Port Antonio, Jamaica is considered by many to be one of the most beautiful cities in the world. The high mountains overlooking the ocean are both breathtaking and stunning, the landscape so lush and the land so fertile that it seems, perhaps, that it is a place only found in dreams. However, Port Antonio, like many other beautiful cities around the world has an unfortunate past, a history shrouded under the veil of colonialism, imperialism, and slavery. It seems that not even such an awe-inspiring city could escape the wrath of capitalism and its insatiable thirst for wealth. As a resident of this city I was compelled through education, propaganda, and naivety to believe that there lies a country beyond our shores where the streets were literally paved in gold and anything you wanted was at your disposal. It is for this reason that in 1989 when my mother departed for America, many in our community envied her.

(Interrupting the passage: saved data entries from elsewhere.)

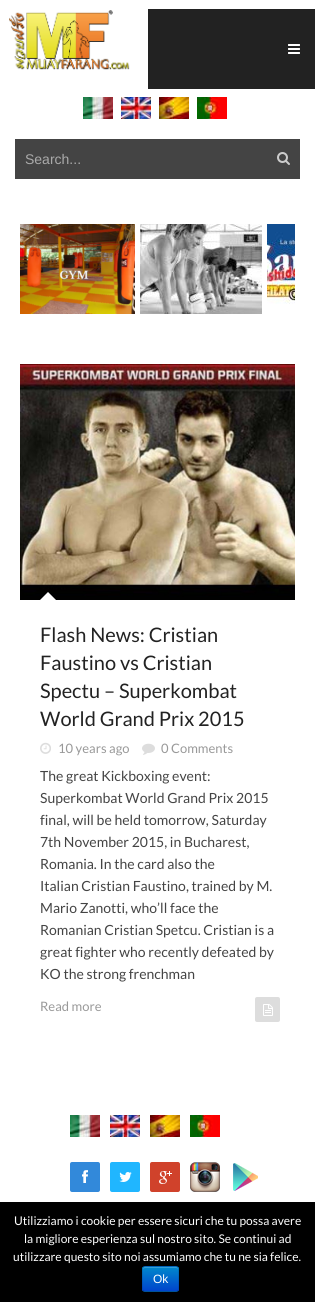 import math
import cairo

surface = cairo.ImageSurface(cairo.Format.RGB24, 315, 1302)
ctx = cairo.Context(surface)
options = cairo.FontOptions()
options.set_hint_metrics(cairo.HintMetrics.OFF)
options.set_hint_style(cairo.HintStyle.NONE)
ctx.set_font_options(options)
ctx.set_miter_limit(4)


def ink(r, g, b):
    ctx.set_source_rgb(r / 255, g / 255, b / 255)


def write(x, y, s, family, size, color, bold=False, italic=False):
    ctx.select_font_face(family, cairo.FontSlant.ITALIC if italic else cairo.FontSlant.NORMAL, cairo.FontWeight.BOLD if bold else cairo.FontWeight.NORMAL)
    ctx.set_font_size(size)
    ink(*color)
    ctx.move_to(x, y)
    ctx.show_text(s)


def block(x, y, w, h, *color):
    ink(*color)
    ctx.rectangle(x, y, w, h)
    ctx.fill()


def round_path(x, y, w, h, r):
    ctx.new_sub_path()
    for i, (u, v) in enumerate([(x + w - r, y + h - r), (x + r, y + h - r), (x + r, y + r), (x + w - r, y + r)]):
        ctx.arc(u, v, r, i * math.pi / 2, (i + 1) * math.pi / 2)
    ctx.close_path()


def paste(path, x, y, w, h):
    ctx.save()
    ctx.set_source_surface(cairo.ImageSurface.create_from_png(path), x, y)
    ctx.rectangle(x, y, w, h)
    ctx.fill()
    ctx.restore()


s1 = dict(family="Liberation Sans", size=14, color=(170, 170, 170))
s2 = dict(family="Lato", size=20, color=(34, 34, 34))
s3 = dict(family="Lato", size=13, color=(153, 153, 153))
s4 = dict(family="Lato", size=14, color=(68, 68, 68))
s5 = dict(family="Lato", size=12, color=(255, 255, 255))
s6 = dict(family="Liberation Sans", size=12, color=(255, 255, 255))

ink(255, 255, 255)
ctx.paint()
paste("pic1.png", 9, 10, 121, 60)
block(148, 9, 167, 80, 34, 34, 34)
paste("pic2.png", 288, 44, 12, 10)
paste("pic3.png", 83, 97, 30, 22)
paste("pic4.png", 121, 97, 30, 22)
paste("pic5.png", 159, 97, 30, 22)
paste("pic6.png", 197, 97, 30, 22)
block(15, 139, 285, 40, 68, 68, 68)
write(25, 164, "Search...", **s1)
paste("pic7.png", 277, 152, 13, 13)
paste("pic8.png", 20, 224, 115, 90)
paste("pic9.png", 140, 224, 122, 90)
paste("pic10.png", 267, 224, 28, 80)
paste("pic11.png", 20, 364, 275, 236)
ink(255, 255, 255)
ctx.new_path()
ctx.move_to(56, 600)
ctx.line_to(40, 600)
ctx.line_to(48, 592)
ctx.close_path()
ctx.fill()
write(40, 642, "Flash News: Cristian", **s2)
write(40, 670, "Faustino vs Cristian", **s2)
write(40, 698, "Spectu – Superkombat", **s2)
write(40, 726, "World Grand Prix 2015", **s2)
paste("pic12.png", 40, 742, 11, 12)
write(58, 753, "10 years ago", **s3)
paste("pic13.png", 142, 743, 13, 12)
write(161, 753, "0 Comments", **s3)
write(40, 781, "The great Kickboxing event:", **s4)
write(40, 803, "Superkombat World Grand Prix 2015", **s4)
write(40, 825, "final, will be held tomorrow, Saturday", **s4)
write(40, 847, "7th November 2015, in Bucharest,", **s4)
write(40, 869, "Romania. In the card also the", **s4)
write(40, 891, "Italian Cristian Faustino, trained by M.", **s4)
write(40, 913, "Mario Zanotti, who’ll face the", **s4)
write(40, 935, "Romanian Cristian Spetcu. Cristian is a", **s4)
write(40, 957, "great fighter who recently defeated by", **s4)
write(40, 979, "KO the strong frenchman", **s4)
write(40, 1011, "Read more", **s3)
ink(221, 221, 221)
round_path(255, 997, 25, 25, 2)
ctx.fill()
paste("pic14.png", 263, 1004, 10, 12)
paste("pic3.png", 70, 1115, 30, 22)
paste("pic15.png", 110, 1115, 30, 22)
paste("pic16.png", 150, 1115, 30, 22)
paste("pic17.png", 190, 1115, 30, 22)
ink(50, 137, 218)
round_path(70, 1162, 30, 30, 2)
ctx.fill()
paste("pic18.png", 82, 1170, 6, 13)
ink(32, 182, 255)
round_path(110, 1162, 30, 30, 2)
ctx.fill()
paste("pic19.png", 119, 1172, 13, 10)
ink(208, 66, 43)
round_path(150, 1162, 30, 30, 2)
ctx.fill()
paste("pic20.png", 159, 1171, 13, 13)
paste("pic21.png", 190, 1162, 30, 30)
paste("pic22.png", 233, 1163, 25, 28)
block(0, 1202, 315, 100, 0, 0, 0)
write(14, 1225, "Utilizziamo i cookie per essere sicuri che tu possa avere", **s5)
write(24, 1243, "la migliore esperienza sul nostro sito. Se continui ad", **s5)
write(13, 1261, "utilizzare questo sito noi assumiamo che tu ne sia felice.", **s5)
ink(0, 109, 204)
round_path(142, 1266, 37, 26, 3)
ctx.fill()
ctx.save()
round_path(142, 1266, 37, 26, 3)
ctx.clip()
gradient = cairo.LinearGradient(161, 1267, 161, 1291)
gradient.add_color_stop_rgba(0, 0, 0.533, 0.8, 1)
gradient.add_color_stop_rgba(1, 0, 0.267, 0.8, 1)
ctx.set_source(gradient)
ctx.rectangle(142, 1267, 37, 24)
ctx.fill()
ctx.restore()
ctx.set_source_rgba(1, 1, 1, 0.2)
ctx.new_path()
ctx.move_to(145, 1268)
ctx.line_to(176, 1268)
ctx.curve_to(177, 1268, 178, 1269, 178, 1270)
ctx.curve_to(178, 1265.5, 174.5, 1267, 171, 1267)
ctx.line_to(150, 1267)
ctx.curve_to(146.5, 1267, 143, 1265.5, 143, 1270)
ctx.curve_to(143, 1269, 144, 1268, 145, 1268)
ctx.close_path()
ctx.fill()
ctx.new_path()
ctx.move_to(178, 1291)
ctx.curve_to(177.5, 1291, 176.5, 1291.5, 176, 1291.5)
ctx.line_to(145, 1291.5)
ctx.curve_to(144.5, 1291.5, 143.5, 1291, 143, 1291)
ctx.set_source_rgba(0, 0, 0, 0.25)
ctx.set_line_width(1)
ctx.stroke()
ctx.new_path()
ctx.move_to(143, 1291)
ctx.curve_to(143, 1290.5, 142.5, 1289.5, 142.5, 1289)
ctx.line_to(142.5, 1269)
ctx.curve_to(142.5, 1268.5, 143, 1267.5, 143, 1267)
ctx.curve_to(143.5, 1267, 144.5, 1266.5, 145, 1266.5)
ctx.line_to(176, 1266.5)
ctx.curve_to(176.5, 1266.5, 177.5, 1267, 178, 1267)
ctx.curve_to(178, 1267.5, 178.5, 1268.5, 178.5, 1269)
ctx.line_to(178.5, 1289)
ctx.curve_to(178.5, 1289.5, 178, 1290.5, 178, 1291)
ctx.set_source_rgba(0, 0, 0, 0.1)
ctx.stroke()
write(153, 1283, "Ok", **s6)
surface.write_to_png("screenshot.png")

She had hit the proverbial lottery, and it seemed the world reminded me of this during those many years that I longed for her. You see, reader, I was a child who lacked the understanding that small cities such as the one I resided in were so completely exploited during slavery and beyond that all that was left was for us was to make our escapes to our imperial motherland. The following summer after my mother’s departure, my brother and I, along with some friends, went mango picking. It was a bountiful season, and we took advantage of every opportunity to venture out into the woods for our prize. We considered ourselves expert climbers, so it was to everyone’s surprise when I came tumbling two stories out of a tree. I was unconscious. I could hear my brother and our friends beckoning me to awake, but I could not respond. All I could think about at that moment was that I would die and that I would never be able to see America. I hadn’t thought of my mother and the fact that I wouldn’t see her again; I only thought of America and all her glory. Presenting this memory to you may portray me in a particularly vulnerable light; however, it’s important to understand that the mind of a young colonized child is an impressionable landscape and fertile ground where the seeds of inferiority had long since been planted, and for that reason I was compelled to believe the unbelievable and accept the most unreasonable ideas as truths. You see, the wheels in my head had begun turning long before I had an understanding of myself

or even the familiar world around me. In his text, Wheels in the Head Joel Spring (2008) argues that

[t]he wheel convinces people that they should willingly submit to the rule of the few who claim to have knowledge of true goodness or the good. Embedded in this wheel is the acceptance of the idea that some people are better than others as a result of education.